Pese a haberse pasado la producción de Zodiac recibiendo patadas fincherianas, Gyllenhaal puede reconocerle algo al director. Hace 16 años, el actor había protagonizado ya Donnie Darko y Brokeback Mountain, pero estaba lejos de ser una estrella de primera fila. Así pues, Fincher mostró gran confianza en él cuando (por consejo de Jennifer Aniston) le fichó para interpretar al dibujante Robert Graysmith, lo más parecido que tiene el filme a un personaje principal.

Según como se mire, claro. Porque la cinta juega al despiste con nosotros vendiéndonos a tres figuras clave. El descenso hacia la obsesión de Graysmith no se convierte en el eje de la película hasta bien entrado su metraje, y durante los primeros tres cuartos de hora parece que ese rol va a corresponderles a Downey como el periodista Paul Avery o a Mark Ruffalo (otro recomendado de la amiga Jennifer) como David Toschi, uno de los policías que investigaron el caso.

Pero, alternando nuestro punto de vista entre estos tres personajes, y retirándolos de escena sin ninguna ceremonia cuando dejan de resultar importantes, el guion de Vanderbilt no solo nos enfrenta a un juego de trilero.

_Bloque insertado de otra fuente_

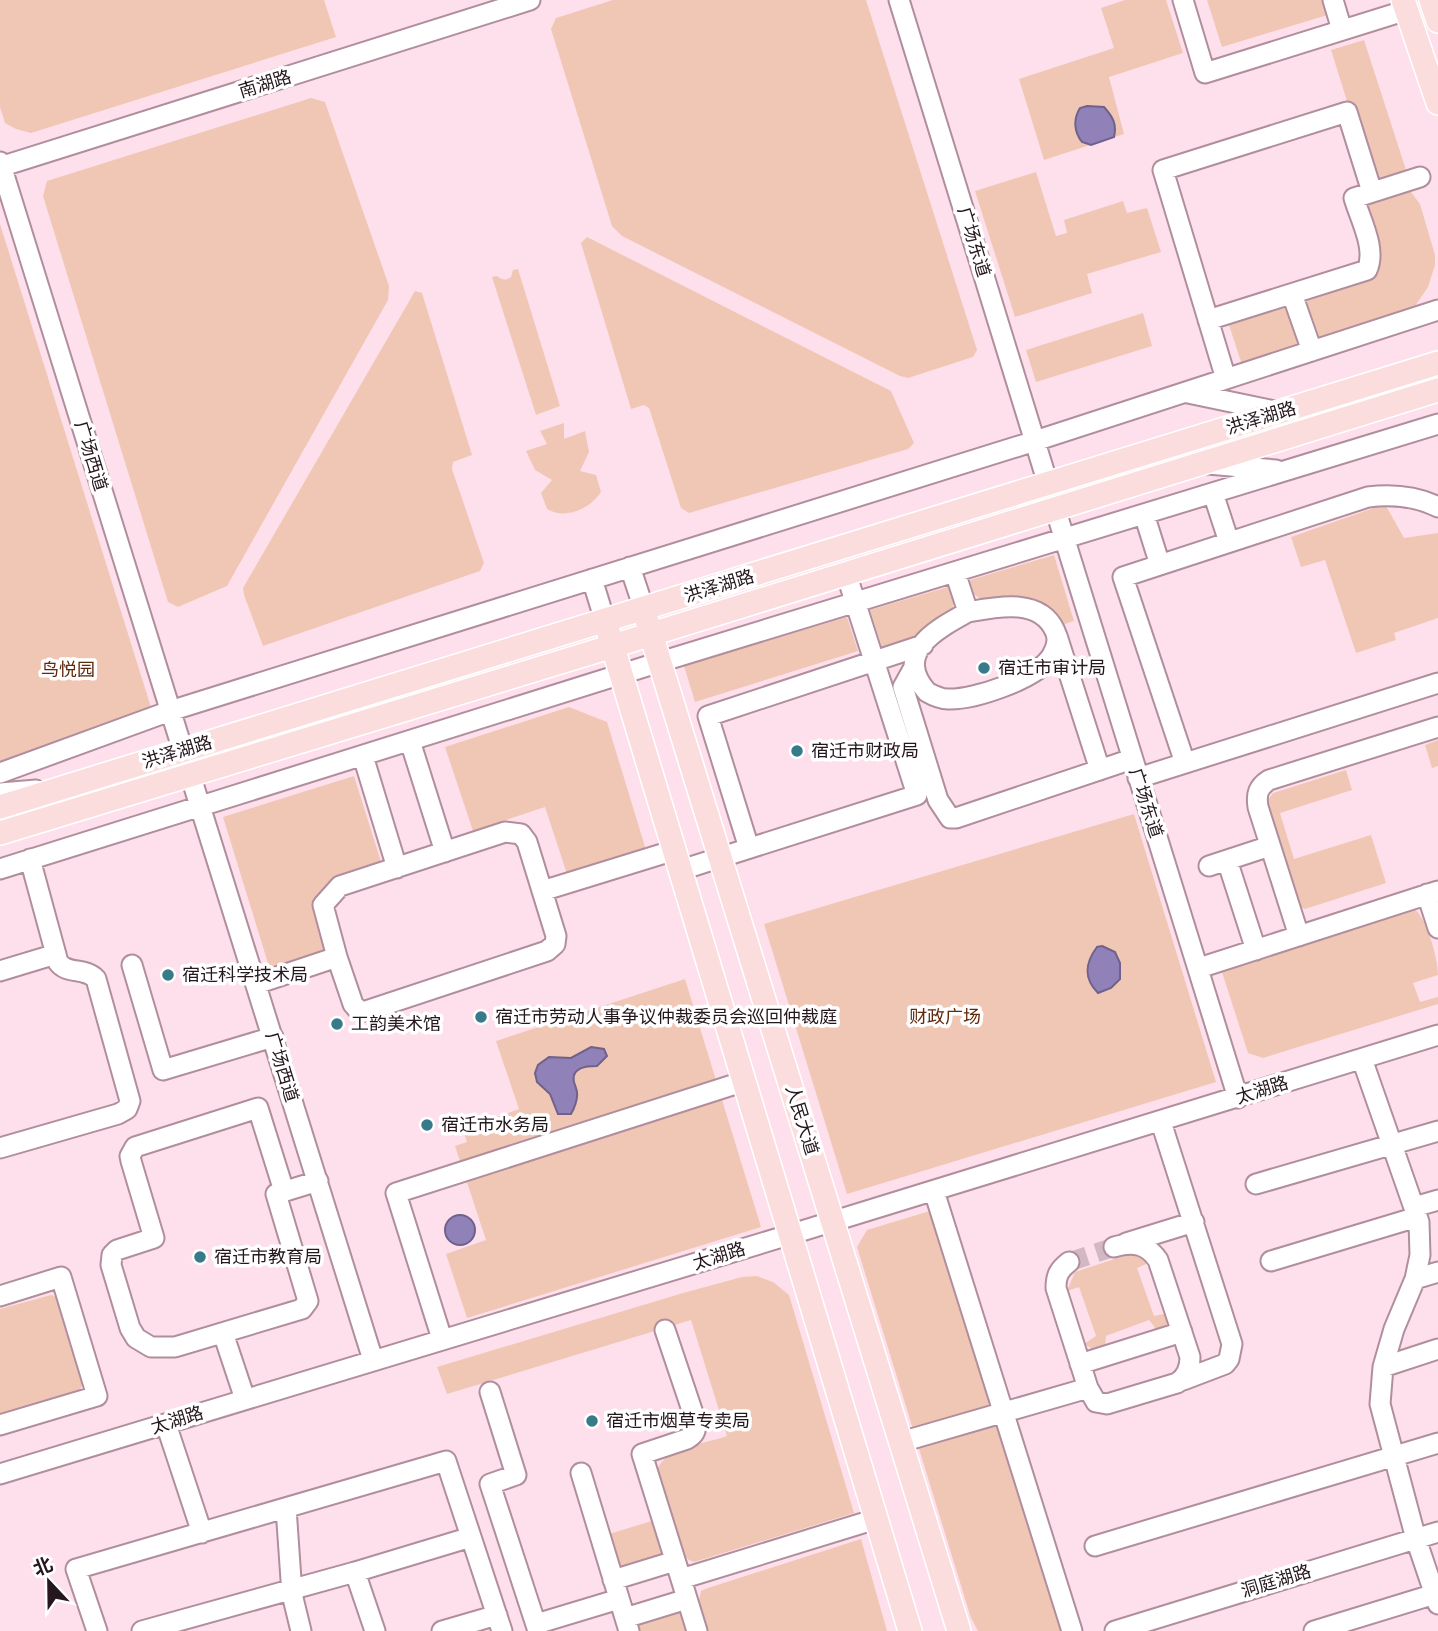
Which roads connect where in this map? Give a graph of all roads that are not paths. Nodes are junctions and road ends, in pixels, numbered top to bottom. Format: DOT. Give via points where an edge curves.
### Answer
graph roads {
  1 [pos="530,0"];
  2 [pos="899,0"];
  3 [pos="1183,0"];
  4 [pos="1333,0"];
  5 [pos="1431,0"];
  6 [pos="1405,5"];
  7 [pos="1438,21"];
  8 [pos="1342,30"];
  9 [pos="1438,103"];
  10 [pos="0,165"];
  11 [pos="1420,177"];
  12 [pos="1372,192"];
  13 [pos="1292,294"];
  14 [pos="1438,310"];
  15 [pos="1208,320"];
  16 [pos="1438,346"];
  17 [pos="1312,351"];
  18 [pos="1438,363"];
  19 [pos="1226,379"];
  20 [pos="1370,383"];
  21 [pos="1438,390"];
  22 [pos="1185,392"];
  23 [pos="1438,398"];
  24 [pos="1378,409"];
  25 [pos="1279,412"];
  26 [pos="1438,424"];
  27 [pos="1035,441"];
  28 [pos="1200,463"];
  29 [pos="1286,471"];
  30 [pos="1048,484"];
  31 [pos="1213,493"];
  32 [pos="1438,507"];
  33 [pos="1055,508"];
  34 [pos="1144,514"];
  35 [pos="1064,538"];
  36 [pos="1229,542"];
  37 [pos="1160,565"];
  38 [pos="631,568"];
  39 [pos="955,572"];
  40 [pos="846,573"];
  41 [pos="592,579"];
  42 [pos="856,602"];
  43 [pos="644,609"];
  44 [pos="968,612"];
  45 [pos="605,621"];
  46 [pos="652,634"];
  47 [pos="1057,635"];
  48 [pos="923,645"];
  49 [pos="613,646"];
  50 [pos="875,661"];
  51 [pos="660,662"];
  52 [pos="913,668"];
  53 [pos="621,674"];
  54 [pos="1438,683"];
  55 [pos="170,711"];
  56 [pos="1438,727"];
  57 [pos="410,741"];
  58 [pos="183,751"];
  59 [pos="363,756"];
  60 [pos="1132,759"];
  61 [pos="1185,763"];
  62 [pos="1100,770"];
  63 [pos="0,773"];
  64 [pos="190,774"];
  65 [pos="1138,778"];
  66 [pos="61,789"];
  67 [pos="0,793"];
  68 [pos="200,806"];
  69 [pos="0,807"];
  70 [pos="0,833"];
  71 [pos="1270,846"];
  72 [pos="749,848"];
  73 [pos="445,852"];
  74 [pos="721,857"];
  75 [pos="0,858"];
  76 [pos="31,859"];
  77 [pos="678,860"];
  78 [pos="397,868"];
  79 [pos="0,869"];
  80 [pos="542,891"];
  81 [pos="1433,892"];
  82 [pos="1438,928"];
  83 [pos="1298,936"];
  84 [pos="1256,950"];
  85 [pos="56,954"];
  86 [pos="337,957"];
  87 [pos="132,965"];
  88 [pos="1199,968"];
  89 [pos="0,971"];
  90 [pos="256,984"];
  91 [pos="1438,1035"];
  92 [pos="273,1037"];
  93 [pos="1362,1059"];
  94 [pos="745,1081"];
  95 [pos="1238,1098"];
  96 [pos="1161,1122"];
  97 [pos="1438,1131"];
  98 [pos="1392,1144"];
  99 [pos="0,1148"];
  100 [pos="318,1181"];
  101 [pos="1256,1184"];
  102 [pos="284,1191"];
  103 [pos="934,1191"];
  104 [pos="1438,1200"];
  105 [pos="1416,1212"];
  106 [pos="834,1222"];
  107 [pos="1194,1222"];
  108 [pos="792,1234"];
  109 [pos="1271,1261"];
  110 [pos="1069,1262"];
  111 [pos="1438,1272"];
  112 [pos="1415,1279"];
  113 [pos="0,1296"];
  114 [pos="665,1330"];
  115 [pos="1182,1332"];
  116 [pos="223,1333"];
  117 [pos="442,1339"];
  118 [pos="1438,1349"];
  119 [pos="373,1360"];
  120 [pos="1080,1364"];
  121 [pos="1383,1367"];
  122 [pos="1182,1380"];
  123 [pos="1088,1388"];
  124 [pos="490,1392"];
  125 [pos="245,1399"];
  126 [pos="1004,1412"];
  127 [pos="166,1424"];
  128 [pos="0,1425"];
  129 [pos="901,1442"];
  130 [pos="1438,1443"];
  131 [pos="1394,1455"];
  132 [pos="581,1473"];
  133 [pos="0,1474"];
  134 [pos="286,1508"];
  135 [pos="876,1520"];
  136 [pos="1438,1532"];
  137 [pos="202,1533"];
  138 [pos="471,1537"];
  139 [pos="1416,1539"];
  140 [pos="1095,1546"];
  141 [pos="678,1570"];
  142 [pos="355,1572"];
  143 [pos="292,1589"];
  144 [pos="616,1590"];
  145 [pos="1437,1597"];
  146 [pos="687,1599"];
  147 [pos="500,1623"];
  148 [pos="627,1625"];
  149 [pos="537,1628"];
  150 [pos="97,1631"];
  151 [pos="142,1631"];
  152 [pos="301,1631"];
  153 [pos="374,1631"];
  154 [pos="442,1631"];
  155 [pos="697,1631"];
  156 [pos="910,1631"];
  157 [pos="959,1631"];
  158 [pos="1072,1631"];
  159 [pos="1115,1631"];
  160 [pos="1314,1631"];
  1 -- 10 [label="street, 南湖路"];
  2 -- 27 [label="street, 广场东道"];
  3 -- 8 [label="street" via="1205,73"];
  4 -- 8 [label="street"];
  5 -- 7 [label="main road"];
  6 -- 8 [label="street"];
  6 -- 9 [label="main road"];
  10 -- 55 [label="street, 广场西道"];
  11 -- 12 [label="street"];
  12 -- 13 [label="street" via="1354,198 1371,250 1367,270"];
  12 -- 15 [label="street" via="1347,112 1163,170"];
  13 -- 15 [label="street"];
  13 -- 17 [label="street"];
  14 -- 17 [label="street"];
  15 -- 19 [label="street"];
  16 -- 20 [label="main road"];
  17 -- 19 [label="street"];
  18 -- 20 [label="main road, 洪泽湖路"];
  19 -- 22 [label="street"];
  20 -- 25 [label="main road, 洪泽湖路"];
  21 -- 24 [label="main road, 洪泽湖路"];
  22 -- 25 [label="street"];
  22 -- 27 [label="street"];
  23 -- 24 [label="main road"];
  24 -- 28 [label="main road, 洪泽湖路"];
  25 -- 30 [label="main road, 洪泽湖路"];
  26 -- 29 [label="street"];
  27 -- 30 [label="street, 广场东道"];
  27 -- 38 [label="street"];
  28 -- 29 [label="street"];
  28 -- 33 [label="main road, 洪泽湖路"];
  29 -- 31 [label="street"];
  30 -- 43 [label="main road, 洪泽湖路"];
  31 -- 34 [label="street"];
  31 -- 36 [label="street"];
  32 -- 36 [label="street" via="1397,495 1368,497"];
  33 -- 35 [label="street, 广场东道"];
  33 -- 40 [label="main road, 洪泽湖路"];
  34 -- 35 [label="street"];
  34 -- 37 [label="street"];
  35 -- 39 [label="street"];
  35 -- 60 [label="street, 广场东道"];
  36 -- 37 [label="street"];
  37 -- 61 [label="street" via="1123,577"];
  38 -- 41 [label="street"];
  38 -- 43 [label="street"];
  39 -- 42 [label="street"];
  39 -- 44 [label="street"];
  40 -- 42 [label="street"];
  40 -- 46 [label="main road, 洪泽湖路"];
  41 -- 45 [label="street"];
  41 -- 55 [label="street"];
  42 -- 50 [label="street"];
  42 -- 51 [label="street"];
  43 -- 45 [label="main road, 洪泽湖路"];
  43 -- 46 [label="main road, 人民大道"];
  44 -- 47 [label="street" via="998,606 1032,609"];
  44 -- 48 [label="street" via="941,627"];
  45 -- 49 [label="main road"];
  45 -- 58 [label="main road, 洪泽湖路"];
  46 -- 49 [label="main road, 洪泽湖路"];
  46 -- 51 [label="main road, 人民大道"];
  47 -- 52 [label="street" via="1051,657 1029,674 969,698 947,699 928,692"];
  47 -- 62 [label="street"];
  48 -- 50 [label="street"];
  48 -- 52 [label="street"];
  49 -- 53 [label="main road"];
  49 -- 64 [label="main road, 洪泽湖路"];
  50 -- 72 [label="street" via="708,716"];
  50 -- 72 [label="street" via="917,795"];
  51 -- 53 [label="street"];
  51 -- 74 [label="main road, 人民大道"];
  52 -- 62 [label="street" via="903,687 938,800 950,818"];
  53 -- 57 [label="street"];
  53 -- 77 [label="main road"];
  54 -- 61 [label="street"];
  55 -- 58 [label="street, 广场西道"];
  55 -- 63 [label="street"];
  56 -- 71 [label="street" via="1261,785 1256,796"];
  57 -- 59 [label="street"];
  57 -- 73 [label="street"];
  58 -- 66 [label="main road, 洪泽湖路"];
  59 -- 68 [label="street"];
  59 -- 78 [label="street"];
  60 -- 62 [label="street"];
  60 -- 65 [label="street, 广场东道"];
  61 -- 65 [label="street"];
  64 -- 68 [label="street, 广场西道"];
  64 -- 70 [label="main road, 洪泽湖路"];
  65 -- 88 [label="street, 广场东道"];
  66 -- 67 [label="street"];
  66 -- 69 [label="main road, 洪泽湖路"];
  68 -- 76 [label="street"];
  68 -- 90 [label="street, 广场西道"];
  71 -- 83 [label="street"];
  71 -- 84 [label="street" via="1218,863"];
  72 -- 74 [label="street"];
  73 -- 78 [label="street"];
  73 -- 80 [label="street" via="505,832 520,834 527,842"];
  74 -- 77 [label="street"];
  74 -- 106 [label="main road, 人民大道"];
  75 -- 76 [label="street"];
  76 -- 79 [label="street"];
  76 -- 85 [label="street"];
  77 -- 80 [label="street"];
  77 -- 94 [label="main road"];
  78 -- 86 [label="street" via="340,886 323,905"];
  80 -- 86 [label="street" via="556,936 547,951 366,1011 353,1004"];
  81 -- 82 [label="street"];
  81 -- 83 [label="street"];
  83 -- 84 [label="street"];
  84 -- 88 [label="street"];
  85 -- 89 [label="street"];
  85 -- 99 [label="street" via="61,967 96,979 130,1103 125,1112"];
  86 -- 90 [label="street"];
  87 -- 92 [label="street" via="163,1070"];
  88 -- 95 [label="street, 广场东道"];
  90 -- 92 [label="street, 广场西道"];
  91 -- 93 [label="street, 太湖路"];
  92 -- 100 [label="street, 广场西道"];
  93 -- 95 [label="street, 太湖路"];
  93 -- 98 [label="street"];
  94 -- 108 [label="main road"];
  94 -- 117 [label="street" via="396,1193"];
  95 -- 96 [label="street, 太湖路"];
  96 -- 103 [label="street, 太湖路"];
  96 -- 107 [label="street"];
  97 -- 98 [label="street"];
  98 -- 101 [label="street"];
  98 -- 105 [label="street"];
  100 -- 102 [label="street"];
  100 -- 119 [label="street, 广场西道"];
  102 -- 116 [label="street" via="276,1194 307,1306"];
  102 -- 116 [label="street" via="258,1108 146,1142 130,1156 154,1238 112,1255 112,1273 130,1328 151,1348 175,1347"];
  103 -- 106 [label="street, 太湖路"];
  103 -- 126 [label="street"];
  104 -- 105 [label="street"];
  105 -- 109 [label="street"];
  105 -- 112 [label="street" via="1420,1255"];
  106 -- 108 [label="street, 太湖路"];
  106 -- 129 [label="main road, 人民大道"];
  107 -- 115 [label="street" via="1120,1245 1148,1248 1158,1260"];
  107 -- 122 [label="street" via="1231,1336 1232,1352 1225,1364"];
  108 -- 117 [label="street, 太湖路"];
  108 -- 135 [label="main road"];
  110 -- 120 [label="street" via="1056,1276 1056,1288"];
  111 -- 112 [label="street"];
  112 -- 121 [label="street"];
  113 -- 128 [label="street" via="61,1277 97,1396"];
  114 -- 141 [label="street" via="696,1430 687,1439 642,1454"];
  115 -- 120 [label="street"];
  115 -- 122 [label="street" via="1190,1357"];
  116 -- 125 [label="street"];
  117 -- 119 [label="street, 太湖路"];
  118 -- 121 [label="street"];
  119 -- 125 [label="street, 太湖路"];
  120 -- 123 [label="street"];
  121 -- 131 [label="street" via="1380,1404"];
  122 -- 123 [label="street" via="1107,1404 1092,1399"];
  123 -- 126 [label="street"];
  124 -- 149 [label="street" via="516,1475 490,1483"];
  125 -- 127 [label="street, 太湖路"];
  126 -- 129 [label="street"];
  126 -- 158 [label="street"];
  127 -- 133 [label="street, 太湖路"];
  127 -- 137 [label="street"];
  129 -- 157 [label="main road, 人民大道"];
  130 -- 131 [label="street"];
  131 -- 139 [label="street"];
  131 -- 140 [label="street"];
  132 -- 144 [label="street"];
  134 -- 137 [label="street"];
  134 -- 138 [label="street" via="446,1461"];
  134 -- 143 [label="street"];
  135 -- 141 [label="street"];
  135 -- 156 [label="main road"];
  136 -- 139 [label="street, 洞庭湖路"];
  137 -- 150 [label="street" via="76,1569"];
  138 -- 142 [label="street"];
  138 -- 147 [label="street"];
  139 -- 145 [label="street"];
  139 -- 159 [label="street, 洞庭湖路"];
  141 -- 144 [label="street"];
  141 -- 146 [label="street"];
  142 -- 143 [label="street"];
  142 -- 153 [label="street"];
  143 -- 151 [label="street"];
  143 -- 152 [label="street"];
  144 -- 148 [label="street"];
  144 -- 149 [label="street"];
  145 -- 160 [label="street"];
  146 -- 148 [label="street"];
  146 -- 155 [label="street"];
  147 -- 154 [label="street"];
}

También nos recuerda que Zodiac es la crónica de un caso real, y que las historias reales rara vez tienen un solo héroe.

Claro que, en este caso, lo de "héroes" tampoco viene muy al caso: cuando el auténtico Robert Graysmith vio la película, que refleja su monomanía con el Asesino del Zodiaco de forma muy poco favorecedora, no pudo evitar un comentario muy atinado: "Ahora entiendo por qué mi mujer me pidió el divorcio".

Un investigador intrépido, una mente diabólica y trastornada y un feroz duelo de ingenios que puede traducirse (o no) en un demoledor clímax de acción. Esos ingredientes han dado lugar a memorables thrillers made in Hollywood, incluyendo El silencio de los corderos y, en fin, la propia Seven. Pero Zodiac optó por saltárselos a la torera... y ese es uno de sus mayores atractivos. Si no el mayor.

Porque Zodiac Aspira ante todo a ser una crónica policíaca. Casi un reportaje, de hecho. Y, como tal, recoge los hechos (más o menos ficcionalizados) según el desarrollo habitual de una investigación.

Lo que quiere decir que sus protagonistas se aferran a pistas que a menudo les llevan a ninguna parte, se atienen a la evidencia forense (que, en la mayoría de los casos, no ayuda a esclarecer los crímenes) y, en general, dan palos de ciego contra una situación que les sobrepasa. Todo ello, mientras el asesino les provoca mediante sus famosas cartas. Algunas de las cuales, para colmo, podrían ser obra de bromistas sin relación con el caso.

Ahí está el reto que nos propone Zodiac: movernos en un mundo sin una "X" que marque el lugar, donde cada indicio llega tras mil tentativas infructuosas y donde la recompensa tras años de locura puede ser un momento inane que no contribuye a reparar nada. O ni siquiera eso, porque una investigación posterior puede echar por tierra la mejor de las teorías.

Posiblemente, la mayor colleja del filme a las ficciones sobre serial killers llega cuando los protagonistas asisten a la premiere de Harry el sucio, un clásico del cine inspirado por el caso del Zodiaco. Para recorrer un camino como este, parece decirnos el director, ningún equipaje es válido... y menos aún una Magnum del .44.